Linux Homelab Stack
Production-Ready Self-Hosted Infrastructure
Core Implementations
Reverse Proxy & Automated SSL
All 7 services secured behind a single entry point with automatic HTTPS certificates — no manual renewal, no exposed ports.
Container Infrastructure
Full production-style stack deployed on Linux server — isolated networks, one-command deployment, web-based management UI.
Live Monitoring
Real-time dashboards tracking server health, resource usage and service availability. Instant alerts on downtime.
Security Hardening
Server locked down to industry standards — key-only SSH access, minimal firewall, automated attack prevention.
Zero-Touch Automation
System updates itself, backs up all data nightly and recovers automatically after reboot. Built and documented as code.
Linux Homelab Infrastructure Stack
Self-hosted production-adjacent infrastructure on Ubuntu Server 22.04 — fully managed as code.
Every component is defined in version-controlled files. No manual clicks. No undocumented state. The goal was not to collect services, but to demonstrate a system administrator's thinking: structured architecture, security awareness, operational automation, and clear documentation.
Overview
| Infrastructure | Ubuntu Server 22.04 LTS on VMware |
| Services | 7 containerised applications |
| Deployment | Docker Compose, one-command stack launch |
| SSL | Automatic HTTPS via Let's Encrypt |
| Monitoring | Real-time metrics and uptime monitoring |
| Automation | Nightly updates and daily backups |
| Repository | github.com/overthinkinglord/homelab-stack |
Architecture
All external traffic enters through Traefik — the only publicly exposed component. Backend services communicate over an isolated internal network, invisible to the outside.
Internet
│
▼
Traefik (Port 80/443) ← Reverse proxy + Auto SSL
│
│ [proxy network — only Traefik exposed]
│
├──────────────────────────────────┐
│ │
▼ ▼
Grafana Uptime Kuma
(Dashboards) (Availability monitoring)
│
│ [internal network]
│
├──────────────────────┐
▼ ▼
Prometheus Portainer
+ Node Exporter (Docker UI)
(Metrics)
Watchtower (background) → auto-updates selected containers
Cron (02:00 daily) → automated volume backups
Why this design?
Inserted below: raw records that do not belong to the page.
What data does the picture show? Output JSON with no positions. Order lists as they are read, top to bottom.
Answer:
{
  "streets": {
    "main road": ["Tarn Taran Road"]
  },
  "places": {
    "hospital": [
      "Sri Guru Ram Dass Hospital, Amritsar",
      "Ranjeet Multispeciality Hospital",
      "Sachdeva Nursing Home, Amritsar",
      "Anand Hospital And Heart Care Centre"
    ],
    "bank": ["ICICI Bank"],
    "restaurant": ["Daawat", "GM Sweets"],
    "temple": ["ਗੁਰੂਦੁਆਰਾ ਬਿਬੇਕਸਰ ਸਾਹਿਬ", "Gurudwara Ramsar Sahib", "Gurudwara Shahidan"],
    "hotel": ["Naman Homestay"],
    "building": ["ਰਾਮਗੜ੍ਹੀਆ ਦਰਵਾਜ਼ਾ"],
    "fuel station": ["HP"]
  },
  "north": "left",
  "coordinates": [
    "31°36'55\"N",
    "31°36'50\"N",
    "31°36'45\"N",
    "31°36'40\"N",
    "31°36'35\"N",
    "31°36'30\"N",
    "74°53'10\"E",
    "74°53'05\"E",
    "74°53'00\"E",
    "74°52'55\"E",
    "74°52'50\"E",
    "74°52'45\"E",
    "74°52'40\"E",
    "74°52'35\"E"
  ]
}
External-facing and internal traffic are deliberately separated. A compromised external service cannot reach internal backend components. Exposure is minimal and intentional.
Services
| Service | Domain | Purpose | Auto-Update |
|---|---|---|---|
| Traefik | traefik.stan-homelab.duckdns.org | Reverse proxy + SSL | Manual |
| Grafana | grafana.stan-homelab.duckdns.org | Metrics dashboards | ✅ Yes |
| Prometheus | prometheus.stan-homelab.duckdns.org | Metrics storage | ✅ Yes |
| Uptime Kuma | uptime.stan-homelab.duckdns.org | Uptime monitoring | ✅ Yes |
| Portainer | portainer.stan-homelab.duckdns.org | Docker management UI | Manual |
| Node Exporter | Internal only | System metrics collector | ✅ Yes |
| Watchtower | Internal only | Container auto-updater | — |
Tech Stack
Containerisation
Docker and Docker Compose are used to define and run all services. Each service lives in its own container with explicit network assignments and volume mounts. Portainer provides a web-based management UI on top.
Reverse Proxy & SSL
Traefik v3 acts as the single entry point for all external traffic. Routing is defined via Docker labels on each container — when a new service is added, three label lines are enough to expose it securely. Let's Encrypt certificates are provisioned automatically via DNS challenge and stored in acme.json.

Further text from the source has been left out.